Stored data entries

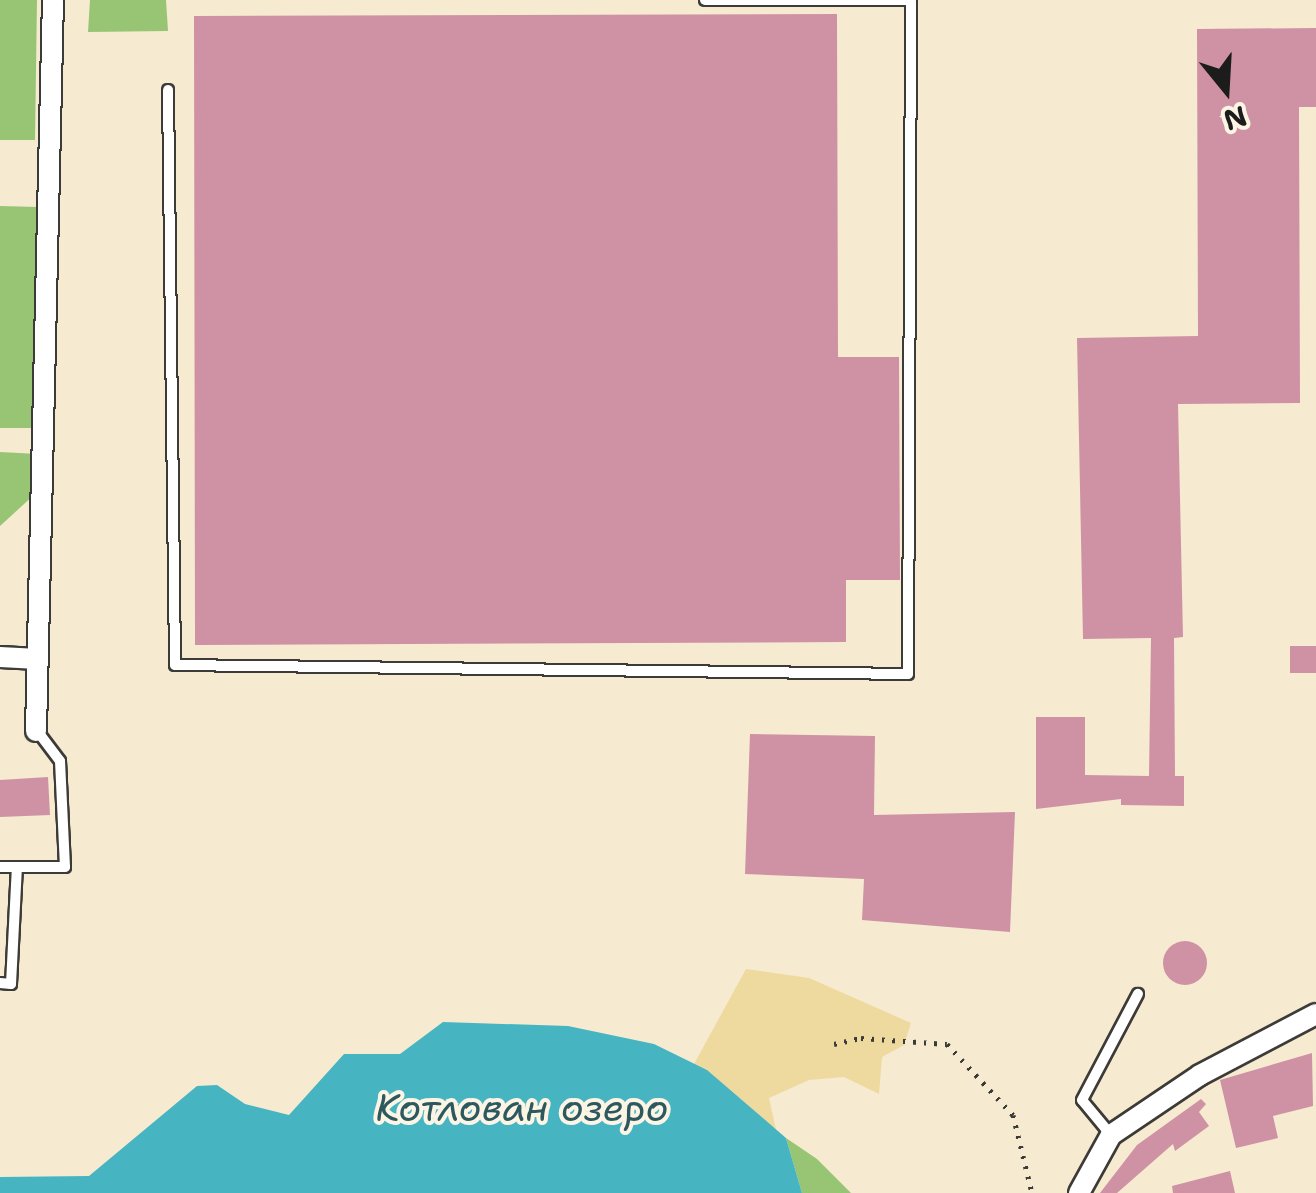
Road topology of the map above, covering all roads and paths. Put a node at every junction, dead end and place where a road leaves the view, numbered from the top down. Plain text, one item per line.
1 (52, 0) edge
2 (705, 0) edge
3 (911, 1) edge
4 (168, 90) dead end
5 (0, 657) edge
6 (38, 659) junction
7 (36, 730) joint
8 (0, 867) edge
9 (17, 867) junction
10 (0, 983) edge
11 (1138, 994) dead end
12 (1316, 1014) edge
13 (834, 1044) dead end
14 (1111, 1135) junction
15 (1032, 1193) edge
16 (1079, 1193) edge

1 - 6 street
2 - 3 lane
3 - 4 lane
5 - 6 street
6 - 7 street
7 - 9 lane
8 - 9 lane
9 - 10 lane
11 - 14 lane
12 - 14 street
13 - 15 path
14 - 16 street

**What you need to do**
What is needed is an exact copy of all the records, minus any pictures.

**Result**
Road topology of the map above, covering all roads and paths. Put a node at every junction, dead end and place where a road leaves the view, numbered from the top down. Plain text, one item per line.
1 (52, 0) edge
2 (705, 0) edge
3 (911, 1) edge
4 (168, 90) dead end
5 (0, 657) edge
6 (38, 659) junction
7 (36, 730) joint
8 (0, 867) edge
9 (17, 867) junction
10 (0, 983) edge
11 (1138, 994) dead end
12 (1316, 1014) edge
13 (834, 1044) dead end
14 (1111, 1135) junction
15 (1032, 1193) edge
16 (1079, 1193) edge

1 - 6 street
2 - 3 lane
3 - 4 lane
5 - 6 street
6 - 7 street
7 - 9 lane
8 - 9 lane
9 - 10 lane
11 - 14 lane
12 - 14 street
13 - 15 path
14 - 16 street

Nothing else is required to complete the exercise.